Direct public participation in the execution of national policy for the educational exchange program of the Department of State was initiated on July 12, 1948. The President on that date appointed the members of the United States Advisory Commission on Educational Exchange as representatives of American education, culture, science, technical endeavor, and public service in general, to advise and assist the Secretary of State in the conduct of the program. The members and officers of the Commission, as well as the periods of their appointments are given as follows:

Chairman: Bennett Harvie Branscomb, chancelor, Vanderbilt University-3 years (designated as Chairman by the President). Vice Chairman: Mark Starr, educational director, International Ladies Garment Workers Union-1 year (elected vice chairman by unanimous vote of the members).

Karl Taylor Compton, president, Massachusetts Institute of Technology-2 years.

Harold Willis Dodds, president, Princeton University-2 years. Martin R. P. McGuire, professor, Catholic University-1 year. Dr. Karl T. Compton resigned from the Commission in October upon his appointment as head of the Research and Development Board of the National Military Establishment. He agreed to continue to serve, however, until his successor could be appointed and qualified, assuming that this would be done promptly.

Following its initial meeting on September 10, 11, and 12, the Commission met for 2-day sessions in October, November, and December being governed in its proceedings by operating procedures and bylaws established in accordance with section 602 of Public Law 402. Secretariat services are provided by a small unit established for this purpose by the Department of State.

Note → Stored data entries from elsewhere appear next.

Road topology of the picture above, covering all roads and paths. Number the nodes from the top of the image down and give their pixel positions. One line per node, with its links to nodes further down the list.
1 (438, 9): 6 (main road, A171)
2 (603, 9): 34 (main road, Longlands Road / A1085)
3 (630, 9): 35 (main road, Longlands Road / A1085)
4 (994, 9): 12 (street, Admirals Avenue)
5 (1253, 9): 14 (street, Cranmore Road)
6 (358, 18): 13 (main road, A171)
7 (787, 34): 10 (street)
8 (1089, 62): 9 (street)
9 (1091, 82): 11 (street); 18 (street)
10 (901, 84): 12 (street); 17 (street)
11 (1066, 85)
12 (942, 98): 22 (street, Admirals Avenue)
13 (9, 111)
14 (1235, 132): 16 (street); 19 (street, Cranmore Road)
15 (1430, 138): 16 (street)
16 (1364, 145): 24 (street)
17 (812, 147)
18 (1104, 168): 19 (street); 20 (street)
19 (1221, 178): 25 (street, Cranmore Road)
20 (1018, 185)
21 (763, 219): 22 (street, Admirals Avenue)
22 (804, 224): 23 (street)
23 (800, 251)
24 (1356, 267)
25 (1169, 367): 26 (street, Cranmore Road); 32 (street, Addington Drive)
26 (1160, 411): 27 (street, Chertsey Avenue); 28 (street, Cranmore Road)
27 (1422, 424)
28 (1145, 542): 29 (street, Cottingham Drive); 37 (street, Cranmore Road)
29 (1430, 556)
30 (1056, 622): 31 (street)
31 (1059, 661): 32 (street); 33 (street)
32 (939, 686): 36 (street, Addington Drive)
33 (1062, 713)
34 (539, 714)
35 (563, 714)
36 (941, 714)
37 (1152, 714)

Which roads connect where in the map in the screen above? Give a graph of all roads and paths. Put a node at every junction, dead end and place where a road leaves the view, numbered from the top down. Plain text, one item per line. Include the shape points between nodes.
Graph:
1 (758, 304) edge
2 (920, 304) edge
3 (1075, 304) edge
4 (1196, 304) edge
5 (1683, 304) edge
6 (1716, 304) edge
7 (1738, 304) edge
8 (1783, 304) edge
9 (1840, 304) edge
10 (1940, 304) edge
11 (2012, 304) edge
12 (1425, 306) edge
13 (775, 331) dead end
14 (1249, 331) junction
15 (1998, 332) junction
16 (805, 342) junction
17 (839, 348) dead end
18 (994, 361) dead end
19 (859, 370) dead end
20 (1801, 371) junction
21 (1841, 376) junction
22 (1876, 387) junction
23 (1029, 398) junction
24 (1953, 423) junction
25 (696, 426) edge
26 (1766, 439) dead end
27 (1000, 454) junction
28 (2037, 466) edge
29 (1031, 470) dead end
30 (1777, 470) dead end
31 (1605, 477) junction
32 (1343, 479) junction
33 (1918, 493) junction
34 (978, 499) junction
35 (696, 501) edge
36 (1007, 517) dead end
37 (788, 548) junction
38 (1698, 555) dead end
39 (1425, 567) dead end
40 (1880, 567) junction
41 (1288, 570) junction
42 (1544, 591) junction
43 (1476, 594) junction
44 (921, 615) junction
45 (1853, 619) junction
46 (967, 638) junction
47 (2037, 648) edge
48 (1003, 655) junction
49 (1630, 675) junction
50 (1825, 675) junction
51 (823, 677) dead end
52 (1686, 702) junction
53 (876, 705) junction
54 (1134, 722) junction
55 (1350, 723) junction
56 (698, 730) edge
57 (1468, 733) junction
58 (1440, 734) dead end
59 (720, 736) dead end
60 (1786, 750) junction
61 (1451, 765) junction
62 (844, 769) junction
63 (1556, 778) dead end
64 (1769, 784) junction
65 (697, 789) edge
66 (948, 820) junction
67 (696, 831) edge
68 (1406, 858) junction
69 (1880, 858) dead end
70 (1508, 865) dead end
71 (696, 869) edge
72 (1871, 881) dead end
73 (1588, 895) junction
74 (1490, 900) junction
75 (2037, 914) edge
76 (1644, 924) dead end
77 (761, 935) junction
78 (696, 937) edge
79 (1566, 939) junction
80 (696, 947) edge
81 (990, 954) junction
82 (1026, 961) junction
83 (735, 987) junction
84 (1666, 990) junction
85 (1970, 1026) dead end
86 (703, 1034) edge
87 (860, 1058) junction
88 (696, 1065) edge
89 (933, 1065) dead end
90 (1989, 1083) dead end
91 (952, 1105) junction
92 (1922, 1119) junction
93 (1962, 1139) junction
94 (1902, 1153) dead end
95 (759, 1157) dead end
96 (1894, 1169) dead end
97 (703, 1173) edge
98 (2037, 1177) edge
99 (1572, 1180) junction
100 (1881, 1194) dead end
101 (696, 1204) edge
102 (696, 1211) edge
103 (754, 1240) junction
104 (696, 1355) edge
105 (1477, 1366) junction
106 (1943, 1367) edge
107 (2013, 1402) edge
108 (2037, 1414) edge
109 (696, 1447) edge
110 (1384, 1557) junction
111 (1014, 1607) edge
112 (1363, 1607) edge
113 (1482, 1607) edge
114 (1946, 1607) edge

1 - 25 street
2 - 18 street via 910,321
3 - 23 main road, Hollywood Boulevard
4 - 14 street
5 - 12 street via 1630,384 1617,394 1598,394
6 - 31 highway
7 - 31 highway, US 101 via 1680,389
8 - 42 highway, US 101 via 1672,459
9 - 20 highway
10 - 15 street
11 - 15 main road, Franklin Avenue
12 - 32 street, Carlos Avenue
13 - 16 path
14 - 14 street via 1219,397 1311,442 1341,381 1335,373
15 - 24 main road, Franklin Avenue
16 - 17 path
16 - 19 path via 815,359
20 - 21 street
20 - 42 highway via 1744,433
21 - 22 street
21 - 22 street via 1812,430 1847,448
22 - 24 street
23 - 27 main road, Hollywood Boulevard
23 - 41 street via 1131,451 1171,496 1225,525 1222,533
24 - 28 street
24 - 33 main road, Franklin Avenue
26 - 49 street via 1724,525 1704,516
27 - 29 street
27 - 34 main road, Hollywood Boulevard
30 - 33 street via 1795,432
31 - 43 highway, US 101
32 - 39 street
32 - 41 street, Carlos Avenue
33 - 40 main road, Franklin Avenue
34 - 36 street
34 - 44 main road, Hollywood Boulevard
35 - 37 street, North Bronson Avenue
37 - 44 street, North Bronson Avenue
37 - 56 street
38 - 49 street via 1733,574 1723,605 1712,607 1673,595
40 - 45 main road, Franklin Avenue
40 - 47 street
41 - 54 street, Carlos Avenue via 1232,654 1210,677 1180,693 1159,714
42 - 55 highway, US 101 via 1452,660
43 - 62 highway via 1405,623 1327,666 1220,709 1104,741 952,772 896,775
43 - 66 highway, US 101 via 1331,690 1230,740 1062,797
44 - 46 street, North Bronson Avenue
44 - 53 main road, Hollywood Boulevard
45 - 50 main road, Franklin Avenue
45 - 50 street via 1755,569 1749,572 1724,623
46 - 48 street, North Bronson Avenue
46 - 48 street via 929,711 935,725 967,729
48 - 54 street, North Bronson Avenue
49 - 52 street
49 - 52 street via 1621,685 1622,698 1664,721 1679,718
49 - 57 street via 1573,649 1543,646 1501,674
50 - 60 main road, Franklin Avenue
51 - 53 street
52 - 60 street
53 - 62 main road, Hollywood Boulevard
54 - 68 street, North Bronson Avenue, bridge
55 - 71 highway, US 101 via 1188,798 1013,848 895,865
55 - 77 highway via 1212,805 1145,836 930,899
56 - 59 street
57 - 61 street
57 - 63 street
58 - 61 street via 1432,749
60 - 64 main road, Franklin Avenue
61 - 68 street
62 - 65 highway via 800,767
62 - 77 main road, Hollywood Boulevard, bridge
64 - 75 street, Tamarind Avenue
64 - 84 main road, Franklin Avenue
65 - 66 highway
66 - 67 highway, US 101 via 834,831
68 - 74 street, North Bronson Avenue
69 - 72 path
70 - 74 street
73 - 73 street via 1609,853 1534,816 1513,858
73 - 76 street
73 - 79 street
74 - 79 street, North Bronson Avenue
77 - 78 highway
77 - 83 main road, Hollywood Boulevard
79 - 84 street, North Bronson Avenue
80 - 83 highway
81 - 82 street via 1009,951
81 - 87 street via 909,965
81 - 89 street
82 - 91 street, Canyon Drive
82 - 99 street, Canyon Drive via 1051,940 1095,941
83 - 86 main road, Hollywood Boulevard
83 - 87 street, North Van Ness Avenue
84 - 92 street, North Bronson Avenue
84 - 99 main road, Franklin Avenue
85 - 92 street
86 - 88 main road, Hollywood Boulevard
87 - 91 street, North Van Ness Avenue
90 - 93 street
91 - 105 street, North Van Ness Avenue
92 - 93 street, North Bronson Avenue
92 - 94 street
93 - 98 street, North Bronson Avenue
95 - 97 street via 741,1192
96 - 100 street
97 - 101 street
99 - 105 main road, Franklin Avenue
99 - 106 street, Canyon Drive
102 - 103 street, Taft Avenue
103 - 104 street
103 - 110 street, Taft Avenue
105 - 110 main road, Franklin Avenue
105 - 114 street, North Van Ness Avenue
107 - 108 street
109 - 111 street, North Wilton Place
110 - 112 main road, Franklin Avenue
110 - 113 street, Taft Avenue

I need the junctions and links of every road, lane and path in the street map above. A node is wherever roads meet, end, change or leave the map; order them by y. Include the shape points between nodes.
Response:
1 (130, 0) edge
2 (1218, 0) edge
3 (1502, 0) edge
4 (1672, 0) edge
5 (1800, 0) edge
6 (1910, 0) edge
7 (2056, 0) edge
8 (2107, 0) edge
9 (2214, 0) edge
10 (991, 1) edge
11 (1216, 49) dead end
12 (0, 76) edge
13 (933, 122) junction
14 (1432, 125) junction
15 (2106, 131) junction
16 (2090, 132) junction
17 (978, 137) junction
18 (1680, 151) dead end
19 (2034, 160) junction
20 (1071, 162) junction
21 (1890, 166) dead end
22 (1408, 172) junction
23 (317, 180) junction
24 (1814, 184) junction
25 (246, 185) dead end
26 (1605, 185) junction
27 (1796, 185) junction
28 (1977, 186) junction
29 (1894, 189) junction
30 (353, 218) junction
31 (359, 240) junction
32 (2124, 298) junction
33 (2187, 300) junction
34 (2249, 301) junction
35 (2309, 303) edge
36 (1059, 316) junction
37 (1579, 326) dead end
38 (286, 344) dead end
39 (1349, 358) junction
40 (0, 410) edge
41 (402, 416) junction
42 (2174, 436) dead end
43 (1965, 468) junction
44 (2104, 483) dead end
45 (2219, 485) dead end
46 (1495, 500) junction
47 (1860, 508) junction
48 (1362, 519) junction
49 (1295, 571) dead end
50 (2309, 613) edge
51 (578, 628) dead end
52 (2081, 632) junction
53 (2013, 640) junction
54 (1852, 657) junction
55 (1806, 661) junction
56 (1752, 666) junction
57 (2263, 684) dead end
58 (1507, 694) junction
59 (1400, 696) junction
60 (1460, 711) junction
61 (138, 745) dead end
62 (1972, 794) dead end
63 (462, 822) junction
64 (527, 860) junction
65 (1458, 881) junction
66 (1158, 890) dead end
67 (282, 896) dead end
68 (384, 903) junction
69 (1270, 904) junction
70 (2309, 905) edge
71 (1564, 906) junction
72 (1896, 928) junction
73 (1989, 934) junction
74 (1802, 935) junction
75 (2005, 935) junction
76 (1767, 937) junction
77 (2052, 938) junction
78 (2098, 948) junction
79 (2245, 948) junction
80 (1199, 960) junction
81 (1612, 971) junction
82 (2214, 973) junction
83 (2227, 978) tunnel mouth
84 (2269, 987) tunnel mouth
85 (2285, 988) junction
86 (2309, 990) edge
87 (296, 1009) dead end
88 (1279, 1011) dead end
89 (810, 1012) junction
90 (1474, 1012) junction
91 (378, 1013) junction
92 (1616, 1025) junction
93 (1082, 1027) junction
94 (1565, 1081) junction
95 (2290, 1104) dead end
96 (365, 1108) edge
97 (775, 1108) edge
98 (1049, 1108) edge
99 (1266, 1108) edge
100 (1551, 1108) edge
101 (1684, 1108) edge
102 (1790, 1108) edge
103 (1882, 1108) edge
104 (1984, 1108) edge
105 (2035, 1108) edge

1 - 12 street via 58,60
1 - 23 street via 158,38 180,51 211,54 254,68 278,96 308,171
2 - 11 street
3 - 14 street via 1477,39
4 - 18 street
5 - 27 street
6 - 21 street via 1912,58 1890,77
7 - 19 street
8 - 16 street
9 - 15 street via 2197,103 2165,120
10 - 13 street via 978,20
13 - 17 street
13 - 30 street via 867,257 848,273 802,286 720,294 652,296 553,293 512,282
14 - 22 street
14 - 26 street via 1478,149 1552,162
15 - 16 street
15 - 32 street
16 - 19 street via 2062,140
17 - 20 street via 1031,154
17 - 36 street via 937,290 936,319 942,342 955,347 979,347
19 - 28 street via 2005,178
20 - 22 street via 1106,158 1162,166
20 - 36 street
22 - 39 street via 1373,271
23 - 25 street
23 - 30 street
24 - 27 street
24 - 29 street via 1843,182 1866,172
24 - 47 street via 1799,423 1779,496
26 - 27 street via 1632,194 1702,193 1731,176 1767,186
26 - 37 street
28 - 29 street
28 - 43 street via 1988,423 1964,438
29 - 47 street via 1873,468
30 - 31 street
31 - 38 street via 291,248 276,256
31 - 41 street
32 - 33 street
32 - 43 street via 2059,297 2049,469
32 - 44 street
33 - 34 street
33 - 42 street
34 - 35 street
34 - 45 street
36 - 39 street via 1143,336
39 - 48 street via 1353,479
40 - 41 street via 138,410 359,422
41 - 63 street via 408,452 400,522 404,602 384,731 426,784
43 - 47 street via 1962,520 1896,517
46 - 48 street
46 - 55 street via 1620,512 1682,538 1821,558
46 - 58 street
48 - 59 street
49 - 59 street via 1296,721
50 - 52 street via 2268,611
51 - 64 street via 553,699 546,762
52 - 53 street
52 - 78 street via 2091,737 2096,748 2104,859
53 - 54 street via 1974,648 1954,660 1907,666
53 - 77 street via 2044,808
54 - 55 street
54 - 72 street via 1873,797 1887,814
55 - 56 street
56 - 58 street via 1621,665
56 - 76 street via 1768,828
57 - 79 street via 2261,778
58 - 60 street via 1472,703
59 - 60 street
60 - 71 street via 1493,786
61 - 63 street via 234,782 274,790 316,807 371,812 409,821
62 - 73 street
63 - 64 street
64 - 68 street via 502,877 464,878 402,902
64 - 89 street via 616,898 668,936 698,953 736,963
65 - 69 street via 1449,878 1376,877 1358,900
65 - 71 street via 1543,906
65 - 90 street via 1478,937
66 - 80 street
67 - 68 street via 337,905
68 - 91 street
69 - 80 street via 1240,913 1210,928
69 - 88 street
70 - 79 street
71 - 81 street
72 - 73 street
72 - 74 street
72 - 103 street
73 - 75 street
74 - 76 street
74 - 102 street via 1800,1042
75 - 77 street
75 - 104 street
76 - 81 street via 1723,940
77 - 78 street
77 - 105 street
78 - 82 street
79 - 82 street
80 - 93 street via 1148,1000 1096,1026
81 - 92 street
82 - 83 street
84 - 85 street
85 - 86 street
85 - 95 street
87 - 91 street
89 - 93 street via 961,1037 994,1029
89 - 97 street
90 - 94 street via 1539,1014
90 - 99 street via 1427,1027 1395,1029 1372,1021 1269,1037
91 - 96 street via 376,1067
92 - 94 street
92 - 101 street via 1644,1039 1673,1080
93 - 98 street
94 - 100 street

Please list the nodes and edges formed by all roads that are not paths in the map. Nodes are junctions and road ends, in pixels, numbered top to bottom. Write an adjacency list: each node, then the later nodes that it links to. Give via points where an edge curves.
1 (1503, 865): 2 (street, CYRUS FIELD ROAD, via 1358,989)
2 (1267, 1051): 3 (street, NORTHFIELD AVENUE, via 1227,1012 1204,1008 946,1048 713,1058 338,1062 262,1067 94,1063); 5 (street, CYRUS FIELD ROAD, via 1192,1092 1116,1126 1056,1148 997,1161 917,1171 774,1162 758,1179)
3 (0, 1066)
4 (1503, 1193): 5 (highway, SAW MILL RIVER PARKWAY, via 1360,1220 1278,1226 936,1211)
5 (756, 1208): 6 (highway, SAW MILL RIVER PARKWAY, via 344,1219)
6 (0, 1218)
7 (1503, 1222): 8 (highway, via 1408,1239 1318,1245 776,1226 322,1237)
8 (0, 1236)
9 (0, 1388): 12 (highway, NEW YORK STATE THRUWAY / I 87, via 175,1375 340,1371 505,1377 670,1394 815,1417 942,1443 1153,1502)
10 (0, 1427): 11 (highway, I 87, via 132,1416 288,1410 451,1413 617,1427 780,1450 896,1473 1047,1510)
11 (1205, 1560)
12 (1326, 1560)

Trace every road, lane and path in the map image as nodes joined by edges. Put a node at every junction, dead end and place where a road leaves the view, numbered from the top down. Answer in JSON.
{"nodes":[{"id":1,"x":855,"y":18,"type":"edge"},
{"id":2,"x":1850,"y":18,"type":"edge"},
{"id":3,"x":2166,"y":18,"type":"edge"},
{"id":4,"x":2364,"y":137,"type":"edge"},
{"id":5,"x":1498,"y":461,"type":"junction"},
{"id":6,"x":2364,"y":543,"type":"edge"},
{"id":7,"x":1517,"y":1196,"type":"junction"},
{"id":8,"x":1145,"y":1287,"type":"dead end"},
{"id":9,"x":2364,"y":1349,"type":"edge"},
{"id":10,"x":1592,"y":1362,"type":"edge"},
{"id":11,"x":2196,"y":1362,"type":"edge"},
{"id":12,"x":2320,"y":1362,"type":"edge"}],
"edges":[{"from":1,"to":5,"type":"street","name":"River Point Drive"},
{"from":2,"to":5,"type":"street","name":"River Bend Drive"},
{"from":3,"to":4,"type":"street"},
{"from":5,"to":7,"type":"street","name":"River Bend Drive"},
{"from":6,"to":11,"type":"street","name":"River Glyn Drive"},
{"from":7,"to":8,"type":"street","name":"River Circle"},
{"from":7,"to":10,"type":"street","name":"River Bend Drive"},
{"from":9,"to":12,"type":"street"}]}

NATIONAL AND INTERNATIONAL PROGRESS THROUGH EDUCATIONAL

EXCHANGE

The program of educational exchange authorized under Public Law 402 constitutes a new type of Government activity which supplements the traditional conduct of diplomatic relations with a more direct contact between peoples. It is a program in which, under the guidance of a clearly defined national policy and with the assistance of governmental agencies, the American public can and will take a major part.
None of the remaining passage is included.